Post by ptuomov » Sun Nov 24, 2019 9:52 am

Came across this old thread while surfing the web in a swim meet...

This from a twin turbo crossplane V8 with log-style compact exhaust manifolds. This is a simulation at high boost pressure. Vannik’s software.

Here's the simulated exhaust pressure trace of cylinder #3:
7CC06A98-7B06-4826-ACED-564ED4681CB1.png
9169FDCA-F9CC-4257-A19C-73C74459727D.png
See how whether the pressure wave peak hits the exhaust valve at or right after the EVC depends on the rpm?

I'm only graphing the exhaust port pressure here at all rpms, not the pressure differential between the exhaust port and the cylinder because the graph would get cluttered.
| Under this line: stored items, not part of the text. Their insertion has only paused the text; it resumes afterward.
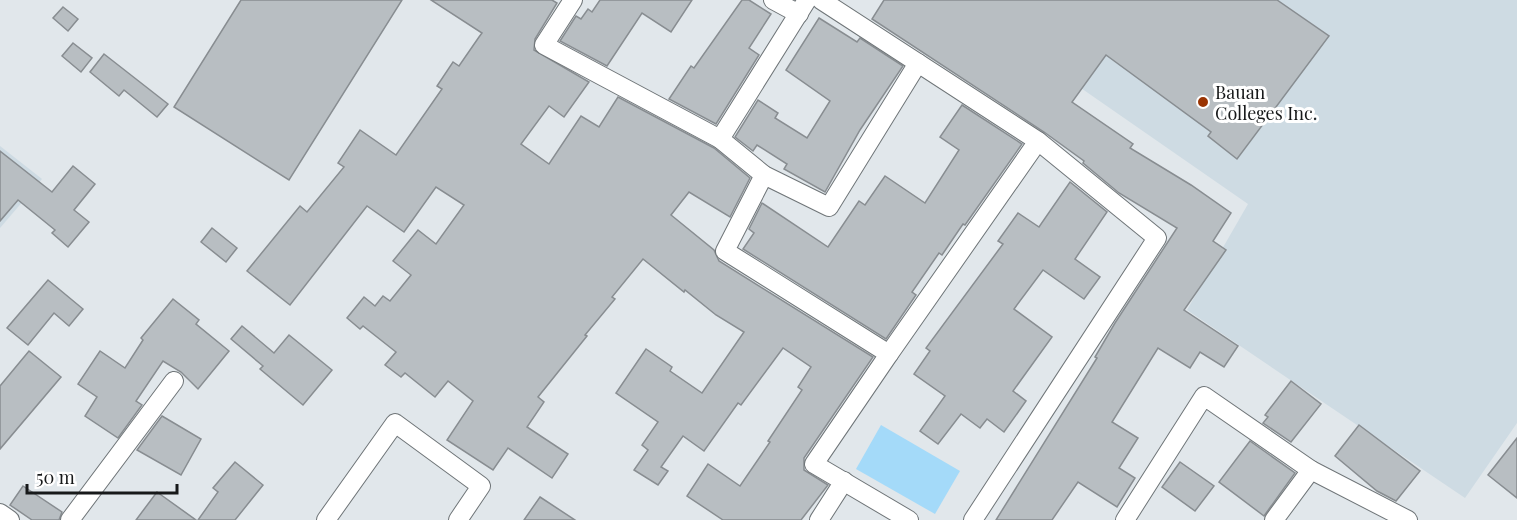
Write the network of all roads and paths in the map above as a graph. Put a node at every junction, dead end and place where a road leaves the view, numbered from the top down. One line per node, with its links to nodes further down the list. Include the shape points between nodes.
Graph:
1 (573, 0): 6 (street, via 544,45)
2 (773, 0): 4 (street)
3 (821, 0): 5 (street)
4 (803, 7): 6 (street)
5 (918, 63): 7 (street); 8 (street, via 829,207)
6 (720, 139): 8 (street)
7 (1038, 141): 9 (street); 20 (street, via 1157,238)
8 (764, 175): 9 (street, via 725,251)
9 (888, 354): 12 (street, via 814,464)
10 (174, 381): 15 (street)
11 (1311, 470): 21 (street, via 1204,396); 22 (street); 23 (street)
12 (844, 481): 18 (street); 19 (street)
13 (0, 513): 14 (street)
14 (10, 520)
15 (70, 520)
16 (326, 520): 17 (street, via 395,423 481,486)
17 (458, 520)
18 (819, 520)
19 (909, 520)
20 (973, 520)
21 (1125, 520)
22 (1274, 520)
23 (1408, 520)

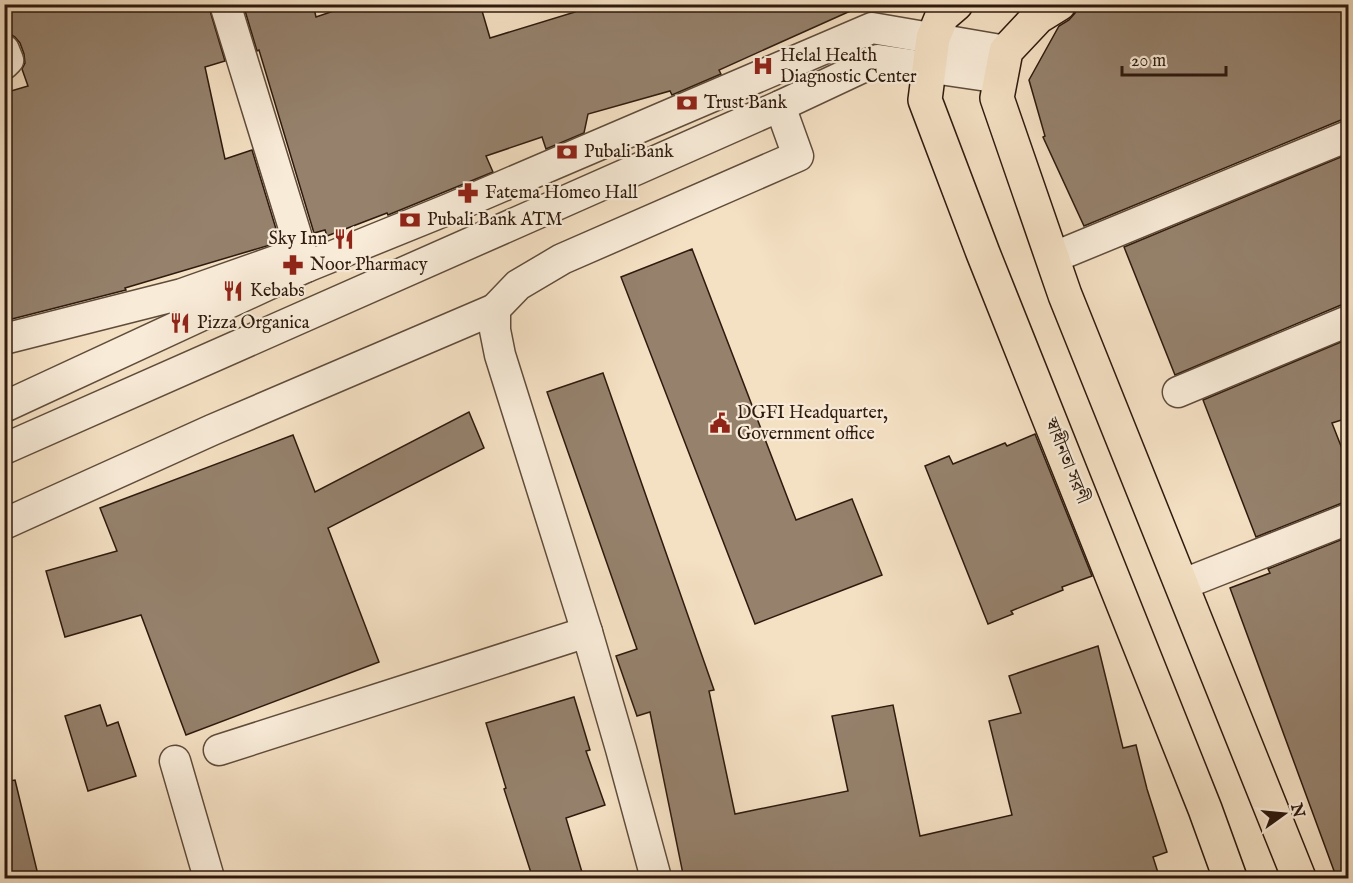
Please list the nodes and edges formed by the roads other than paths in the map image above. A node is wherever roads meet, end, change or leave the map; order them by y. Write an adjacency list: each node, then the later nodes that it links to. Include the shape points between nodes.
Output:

However, in reality it's the pressure differential that matters. The other image plots both the exhaust port and cylinder pressure at 6000 rpm, you can see how that's a big force on the, the scale on the left is atmospheric pressure ratios.

The culprit is the 180-degree exhaust blowdown interference, so the behavior is different for every cylinder and little things like bore spacing and exhaust manifold geometry matter a ton.

This is the one reason that I’ve come up with that clearly justifies higher seated load and lower spring rate for turbo engines.